SOURCE MATERIAL Start Marker
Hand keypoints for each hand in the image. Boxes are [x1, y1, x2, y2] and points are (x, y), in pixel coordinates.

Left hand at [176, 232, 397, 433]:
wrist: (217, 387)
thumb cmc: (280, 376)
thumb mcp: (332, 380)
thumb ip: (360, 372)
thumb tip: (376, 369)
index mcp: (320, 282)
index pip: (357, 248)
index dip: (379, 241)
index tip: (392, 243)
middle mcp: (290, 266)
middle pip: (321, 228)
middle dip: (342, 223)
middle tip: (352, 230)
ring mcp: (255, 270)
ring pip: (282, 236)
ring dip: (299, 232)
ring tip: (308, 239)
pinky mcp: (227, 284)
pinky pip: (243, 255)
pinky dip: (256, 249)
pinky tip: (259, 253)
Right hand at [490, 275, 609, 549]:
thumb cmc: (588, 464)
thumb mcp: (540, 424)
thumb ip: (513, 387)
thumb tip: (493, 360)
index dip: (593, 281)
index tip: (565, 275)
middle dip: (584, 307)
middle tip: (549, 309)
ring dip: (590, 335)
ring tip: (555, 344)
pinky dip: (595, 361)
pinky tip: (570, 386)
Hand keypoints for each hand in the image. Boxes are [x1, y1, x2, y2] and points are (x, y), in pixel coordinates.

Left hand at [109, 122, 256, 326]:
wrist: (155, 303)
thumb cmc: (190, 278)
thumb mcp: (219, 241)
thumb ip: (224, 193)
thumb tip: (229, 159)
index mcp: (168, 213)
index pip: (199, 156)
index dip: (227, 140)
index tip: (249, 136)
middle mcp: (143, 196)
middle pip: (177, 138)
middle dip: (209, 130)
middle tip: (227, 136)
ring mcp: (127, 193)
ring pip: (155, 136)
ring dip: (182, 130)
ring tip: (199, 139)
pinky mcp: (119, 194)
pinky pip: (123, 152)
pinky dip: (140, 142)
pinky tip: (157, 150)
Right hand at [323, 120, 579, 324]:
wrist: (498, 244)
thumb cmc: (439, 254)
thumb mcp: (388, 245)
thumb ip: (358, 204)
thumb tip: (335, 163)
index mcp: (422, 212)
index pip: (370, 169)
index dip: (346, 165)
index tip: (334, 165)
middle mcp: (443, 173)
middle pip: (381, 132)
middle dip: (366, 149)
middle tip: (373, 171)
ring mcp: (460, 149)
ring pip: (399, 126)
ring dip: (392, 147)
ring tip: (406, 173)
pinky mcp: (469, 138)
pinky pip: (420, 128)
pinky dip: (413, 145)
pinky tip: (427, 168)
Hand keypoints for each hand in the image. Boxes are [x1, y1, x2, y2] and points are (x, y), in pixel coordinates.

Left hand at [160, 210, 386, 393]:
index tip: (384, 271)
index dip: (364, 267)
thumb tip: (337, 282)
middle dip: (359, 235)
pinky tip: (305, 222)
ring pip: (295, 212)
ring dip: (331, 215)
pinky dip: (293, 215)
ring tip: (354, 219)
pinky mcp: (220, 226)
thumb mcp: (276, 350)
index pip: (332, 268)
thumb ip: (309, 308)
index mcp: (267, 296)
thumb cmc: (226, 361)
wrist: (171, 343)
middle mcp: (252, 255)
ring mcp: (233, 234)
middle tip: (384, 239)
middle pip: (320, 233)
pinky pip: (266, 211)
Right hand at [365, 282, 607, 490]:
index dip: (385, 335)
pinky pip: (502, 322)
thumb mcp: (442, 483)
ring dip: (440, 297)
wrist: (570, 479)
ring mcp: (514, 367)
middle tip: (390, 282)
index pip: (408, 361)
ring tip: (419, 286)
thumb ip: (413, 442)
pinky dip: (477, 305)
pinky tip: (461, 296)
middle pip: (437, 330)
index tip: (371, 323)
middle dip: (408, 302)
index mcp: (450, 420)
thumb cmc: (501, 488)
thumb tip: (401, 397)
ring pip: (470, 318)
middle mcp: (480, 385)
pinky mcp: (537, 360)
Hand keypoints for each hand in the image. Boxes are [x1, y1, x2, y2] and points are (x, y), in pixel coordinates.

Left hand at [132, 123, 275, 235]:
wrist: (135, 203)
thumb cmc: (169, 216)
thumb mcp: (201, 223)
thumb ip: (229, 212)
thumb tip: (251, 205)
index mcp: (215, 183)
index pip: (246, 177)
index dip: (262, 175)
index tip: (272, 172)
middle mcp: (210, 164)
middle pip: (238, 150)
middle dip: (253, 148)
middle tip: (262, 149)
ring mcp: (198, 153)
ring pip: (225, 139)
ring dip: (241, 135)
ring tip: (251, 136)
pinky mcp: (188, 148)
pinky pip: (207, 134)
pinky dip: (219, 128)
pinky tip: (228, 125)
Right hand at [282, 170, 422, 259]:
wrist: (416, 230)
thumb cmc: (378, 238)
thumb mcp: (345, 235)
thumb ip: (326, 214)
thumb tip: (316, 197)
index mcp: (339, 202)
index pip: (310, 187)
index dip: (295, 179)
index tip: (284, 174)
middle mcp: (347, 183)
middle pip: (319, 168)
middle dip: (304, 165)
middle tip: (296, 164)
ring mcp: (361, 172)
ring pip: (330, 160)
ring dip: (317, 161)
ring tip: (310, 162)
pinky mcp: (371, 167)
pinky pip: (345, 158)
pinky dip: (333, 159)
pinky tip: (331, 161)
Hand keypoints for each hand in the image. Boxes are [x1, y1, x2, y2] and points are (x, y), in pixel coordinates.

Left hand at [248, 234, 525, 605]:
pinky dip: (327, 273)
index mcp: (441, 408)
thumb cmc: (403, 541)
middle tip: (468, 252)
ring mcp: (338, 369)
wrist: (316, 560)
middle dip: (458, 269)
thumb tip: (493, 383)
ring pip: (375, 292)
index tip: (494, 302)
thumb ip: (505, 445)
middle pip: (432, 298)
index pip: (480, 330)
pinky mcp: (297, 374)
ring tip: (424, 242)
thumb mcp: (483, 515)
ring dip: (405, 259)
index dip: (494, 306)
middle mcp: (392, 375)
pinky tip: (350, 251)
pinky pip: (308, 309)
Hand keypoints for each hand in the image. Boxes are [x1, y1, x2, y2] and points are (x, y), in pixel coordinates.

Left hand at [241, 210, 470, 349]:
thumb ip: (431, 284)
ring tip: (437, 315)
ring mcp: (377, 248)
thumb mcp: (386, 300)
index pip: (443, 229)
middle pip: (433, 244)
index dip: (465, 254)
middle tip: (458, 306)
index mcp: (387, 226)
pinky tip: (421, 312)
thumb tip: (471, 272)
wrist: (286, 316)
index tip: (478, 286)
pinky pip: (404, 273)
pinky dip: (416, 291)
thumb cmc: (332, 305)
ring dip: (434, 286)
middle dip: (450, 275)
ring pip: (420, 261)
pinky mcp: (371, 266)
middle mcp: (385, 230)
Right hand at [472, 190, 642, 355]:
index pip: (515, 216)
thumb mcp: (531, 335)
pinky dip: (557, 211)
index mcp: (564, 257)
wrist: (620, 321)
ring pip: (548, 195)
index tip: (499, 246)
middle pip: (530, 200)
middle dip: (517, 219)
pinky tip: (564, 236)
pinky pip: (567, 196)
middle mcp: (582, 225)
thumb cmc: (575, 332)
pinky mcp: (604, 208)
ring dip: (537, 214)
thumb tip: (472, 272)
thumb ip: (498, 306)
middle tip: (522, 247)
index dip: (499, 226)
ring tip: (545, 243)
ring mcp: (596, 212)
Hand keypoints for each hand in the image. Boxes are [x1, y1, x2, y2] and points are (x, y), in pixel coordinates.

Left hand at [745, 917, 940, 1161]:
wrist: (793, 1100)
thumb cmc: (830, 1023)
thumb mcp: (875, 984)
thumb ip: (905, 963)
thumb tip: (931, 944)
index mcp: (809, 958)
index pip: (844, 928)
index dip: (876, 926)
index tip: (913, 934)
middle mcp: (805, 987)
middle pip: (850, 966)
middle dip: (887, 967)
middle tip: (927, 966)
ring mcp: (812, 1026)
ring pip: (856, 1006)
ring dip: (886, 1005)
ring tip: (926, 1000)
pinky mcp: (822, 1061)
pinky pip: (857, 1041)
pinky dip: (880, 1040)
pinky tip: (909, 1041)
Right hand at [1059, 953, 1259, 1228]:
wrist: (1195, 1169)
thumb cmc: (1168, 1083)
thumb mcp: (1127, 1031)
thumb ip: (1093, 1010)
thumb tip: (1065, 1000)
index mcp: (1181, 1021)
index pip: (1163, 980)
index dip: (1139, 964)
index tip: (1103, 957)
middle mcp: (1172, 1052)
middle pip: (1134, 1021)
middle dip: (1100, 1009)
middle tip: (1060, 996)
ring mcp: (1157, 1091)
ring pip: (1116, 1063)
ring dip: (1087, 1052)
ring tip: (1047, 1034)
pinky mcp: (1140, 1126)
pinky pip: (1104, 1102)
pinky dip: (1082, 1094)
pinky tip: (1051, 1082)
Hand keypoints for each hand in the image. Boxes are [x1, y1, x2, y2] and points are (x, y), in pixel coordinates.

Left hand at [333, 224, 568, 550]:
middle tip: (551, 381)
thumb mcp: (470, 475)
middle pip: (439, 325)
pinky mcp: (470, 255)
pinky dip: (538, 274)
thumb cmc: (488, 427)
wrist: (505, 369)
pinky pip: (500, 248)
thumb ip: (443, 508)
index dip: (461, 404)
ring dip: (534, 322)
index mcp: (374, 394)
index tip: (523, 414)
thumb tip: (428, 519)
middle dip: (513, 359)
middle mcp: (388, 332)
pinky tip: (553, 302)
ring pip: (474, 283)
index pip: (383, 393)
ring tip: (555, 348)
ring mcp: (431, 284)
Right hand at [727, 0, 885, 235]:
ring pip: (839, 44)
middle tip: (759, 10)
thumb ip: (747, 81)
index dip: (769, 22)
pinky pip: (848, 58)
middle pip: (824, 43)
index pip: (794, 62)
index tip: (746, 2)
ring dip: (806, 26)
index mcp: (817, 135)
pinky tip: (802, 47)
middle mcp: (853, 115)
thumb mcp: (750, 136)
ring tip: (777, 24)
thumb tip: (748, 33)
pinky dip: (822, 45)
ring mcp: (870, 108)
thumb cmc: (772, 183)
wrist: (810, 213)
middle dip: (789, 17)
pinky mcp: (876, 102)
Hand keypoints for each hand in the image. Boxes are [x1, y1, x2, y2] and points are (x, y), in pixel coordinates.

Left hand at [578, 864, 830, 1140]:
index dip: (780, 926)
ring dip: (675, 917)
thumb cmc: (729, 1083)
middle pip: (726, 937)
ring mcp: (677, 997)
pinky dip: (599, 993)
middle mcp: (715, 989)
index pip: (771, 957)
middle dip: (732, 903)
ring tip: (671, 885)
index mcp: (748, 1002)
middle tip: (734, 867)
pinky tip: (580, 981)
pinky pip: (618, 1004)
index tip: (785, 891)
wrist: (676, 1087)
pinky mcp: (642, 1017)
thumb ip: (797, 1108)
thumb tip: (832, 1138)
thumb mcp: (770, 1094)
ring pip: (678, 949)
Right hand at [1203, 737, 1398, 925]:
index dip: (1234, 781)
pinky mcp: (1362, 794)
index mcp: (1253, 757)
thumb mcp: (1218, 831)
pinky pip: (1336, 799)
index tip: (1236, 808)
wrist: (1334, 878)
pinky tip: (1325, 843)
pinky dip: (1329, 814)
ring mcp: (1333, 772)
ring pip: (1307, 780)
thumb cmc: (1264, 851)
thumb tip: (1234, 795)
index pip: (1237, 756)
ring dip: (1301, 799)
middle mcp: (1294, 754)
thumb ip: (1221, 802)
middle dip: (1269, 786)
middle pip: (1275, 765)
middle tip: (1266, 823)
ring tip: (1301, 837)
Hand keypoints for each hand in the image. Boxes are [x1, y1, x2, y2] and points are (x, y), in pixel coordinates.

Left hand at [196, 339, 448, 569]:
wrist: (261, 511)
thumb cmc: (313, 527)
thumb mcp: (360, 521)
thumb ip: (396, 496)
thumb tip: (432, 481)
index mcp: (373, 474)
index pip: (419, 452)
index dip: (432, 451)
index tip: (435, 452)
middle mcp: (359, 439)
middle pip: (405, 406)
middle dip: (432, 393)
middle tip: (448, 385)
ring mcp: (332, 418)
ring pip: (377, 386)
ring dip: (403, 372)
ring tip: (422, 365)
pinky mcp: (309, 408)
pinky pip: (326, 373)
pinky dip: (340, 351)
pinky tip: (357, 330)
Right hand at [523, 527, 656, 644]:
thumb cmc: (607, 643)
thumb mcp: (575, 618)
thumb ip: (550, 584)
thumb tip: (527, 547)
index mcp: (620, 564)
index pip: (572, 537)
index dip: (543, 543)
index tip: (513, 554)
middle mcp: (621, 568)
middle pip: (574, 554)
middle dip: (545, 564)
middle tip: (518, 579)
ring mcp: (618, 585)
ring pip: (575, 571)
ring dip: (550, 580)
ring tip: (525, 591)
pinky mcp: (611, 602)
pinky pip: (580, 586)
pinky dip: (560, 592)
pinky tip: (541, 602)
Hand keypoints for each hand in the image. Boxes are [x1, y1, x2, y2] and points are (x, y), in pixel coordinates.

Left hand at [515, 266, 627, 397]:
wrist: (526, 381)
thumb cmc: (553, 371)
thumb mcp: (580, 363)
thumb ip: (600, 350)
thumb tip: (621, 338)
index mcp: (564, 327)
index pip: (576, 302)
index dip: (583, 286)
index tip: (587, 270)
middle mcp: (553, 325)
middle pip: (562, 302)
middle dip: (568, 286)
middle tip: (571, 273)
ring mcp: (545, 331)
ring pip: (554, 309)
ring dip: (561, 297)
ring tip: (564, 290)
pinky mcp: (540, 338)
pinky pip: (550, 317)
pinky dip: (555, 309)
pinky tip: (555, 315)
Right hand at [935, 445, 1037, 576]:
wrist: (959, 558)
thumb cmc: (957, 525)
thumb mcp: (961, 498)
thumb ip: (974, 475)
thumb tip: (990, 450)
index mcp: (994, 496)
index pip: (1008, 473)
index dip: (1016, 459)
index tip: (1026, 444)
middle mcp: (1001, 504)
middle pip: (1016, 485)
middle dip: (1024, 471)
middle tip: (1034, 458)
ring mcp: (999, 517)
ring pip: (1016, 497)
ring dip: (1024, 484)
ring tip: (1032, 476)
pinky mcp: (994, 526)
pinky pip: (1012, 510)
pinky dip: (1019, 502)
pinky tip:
SOURCE MATERIAL End Marker
# WHAT NEEDS TO BE DONE:
Out of the entries above, write out only the lines between the line holding "middle tip: (927, 966)" and the line holding "thumb cmc: (1168, 1083)", inclusive, each exactly as given.

# THE ANSWER:
middle tip: (927, 966)
ring mcp: (812, 1026)
ring pip: (856, 1006)
ring dip: (886, 1005)
ring tip: (926, 1000)
pinky mcp: (822, 1061)
pinky pip: (857, 1041)
pinky dip: (880, 1040)
pinky tip: (909, 1041)
Right hand at [1059, 953, 1259, 1228]:
wrist: (1195, 1169)
thumb cmc: (1168, 1083)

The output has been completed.